Reproduce exactly the lines below from the one containing "index mcp: (754, 1038)" through the one containing "ring mcp: (432, 371)", including both, and nothing else.

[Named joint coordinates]
--
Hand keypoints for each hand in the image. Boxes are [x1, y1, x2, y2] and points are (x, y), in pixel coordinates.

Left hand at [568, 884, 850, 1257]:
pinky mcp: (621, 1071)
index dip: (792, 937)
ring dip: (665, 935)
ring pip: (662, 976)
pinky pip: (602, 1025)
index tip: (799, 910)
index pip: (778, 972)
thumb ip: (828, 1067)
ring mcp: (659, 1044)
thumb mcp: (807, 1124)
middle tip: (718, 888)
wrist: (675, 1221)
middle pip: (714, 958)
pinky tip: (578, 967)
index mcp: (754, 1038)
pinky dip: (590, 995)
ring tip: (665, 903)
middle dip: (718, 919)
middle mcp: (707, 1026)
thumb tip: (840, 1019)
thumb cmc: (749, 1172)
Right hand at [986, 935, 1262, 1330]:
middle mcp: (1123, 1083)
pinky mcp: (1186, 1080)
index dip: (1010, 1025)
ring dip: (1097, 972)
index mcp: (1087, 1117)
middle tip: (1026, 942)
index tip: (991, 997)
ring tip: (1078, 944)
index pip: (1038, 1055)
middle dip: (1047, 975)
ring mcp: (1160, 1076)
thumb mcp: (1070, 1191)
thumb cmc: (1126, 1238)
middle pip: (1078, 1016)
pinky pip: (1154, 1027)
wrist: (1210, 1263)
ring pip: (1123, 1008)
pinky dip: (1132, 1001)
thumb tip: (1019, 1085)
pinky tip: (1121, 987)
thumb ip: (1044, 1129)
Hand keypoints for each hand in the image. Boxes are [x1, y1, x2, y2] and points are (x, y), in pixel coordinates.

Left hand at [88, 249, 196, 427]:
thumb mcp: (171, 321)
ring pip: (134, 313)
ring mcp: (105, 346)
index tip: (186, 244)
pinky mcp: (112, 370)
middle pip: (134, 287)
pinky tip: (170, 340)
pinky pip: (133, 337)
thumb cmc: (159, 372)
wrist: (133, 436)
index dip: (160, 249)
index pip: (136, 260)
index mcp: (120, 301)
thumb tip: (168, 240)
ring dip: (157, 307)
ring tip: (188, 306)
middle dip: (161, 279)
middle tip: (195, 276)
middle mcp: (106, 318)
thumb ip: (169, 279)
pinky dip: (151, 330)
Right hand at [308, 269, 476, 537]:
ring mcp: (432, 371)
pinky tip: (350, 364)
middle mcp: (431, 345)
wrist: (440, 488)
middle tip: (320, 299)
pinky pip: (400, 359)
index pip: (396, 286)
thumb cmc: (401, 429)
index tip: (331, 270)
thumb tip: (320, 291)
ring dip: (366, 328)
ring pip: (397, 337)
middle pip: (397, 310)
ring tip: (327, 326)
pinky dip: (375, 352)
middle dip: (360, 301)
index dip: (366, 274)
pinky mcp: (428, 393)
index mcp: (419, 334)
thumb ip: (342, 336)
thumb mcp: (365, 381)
--
§ WRITTEN RESPONSE
index mcp: (754, 1038)
pinky dip: (590, 995)
ring tip: (665, 903)
middle dip: (718, 919)
middle mcp: (707, 1026)
thumb tip: (840, 1019)
thumb cmc: (749, 1172)
Right hand at [986, 935, 1262, 1330]:
middle mcp: (1123, 1083)
pinky mcp: (1186, 1080)
index dip: (1010, 1025)
ring dip: (1097, 972)
index mcp: (1087, 1117)
middle tip: (1026, 942)
index tip: (991, 997)
ring tip: (1078, 944)
index pip: (1038, 1055)
middle dip: (1047, 975)
ring mcp: (1160, 1076)
thumb mcp: (1070, 1191)
thumb cmc: (1126, 1238)
middle pip: (1078, 1016)
pinky pip: (1154, 1027)
wrist: (1210, 1263)
ring pip: (1123, 1008)
pinky dip: (1132, 1001)
thumb tip: (1019, 1085)
pinky tip: (1121, 987)
thumb ip: (1044, 1129)
Hand keypoints for each hand in the image. Boxes are [x1, y1, x2, y2] and points are (x, y), in pixel coordinates.

Left hand at [88, 249, 196, 427]:
thumb mcp: (171, 321)
ring pip: (134, 313)
ring mcp: (105, 346)
index tip: (186, 244)
pinky mcp: (112, 370)
middle pip: (134, 287)
pinky tip: (170, 340)
pinky pip: (133, 337)
thumb cmc: (159, 372)
wrist: (133, 436)
index dip: (160, 249)
index pip: (136, 260)
index mcp: (120, 301)
thumb tip: (168, 240)
ring dip: (157, 307)
ring tip: (188, 306)
middle dip: (161, 279)
middle tip: (195, 276)
middle mcp: (106, 318)
thumb ip: (169, 279)
pinky dip: (151, 330)
Right hand at [308, 269, 476, 537]:
ring mcp: (432, 371)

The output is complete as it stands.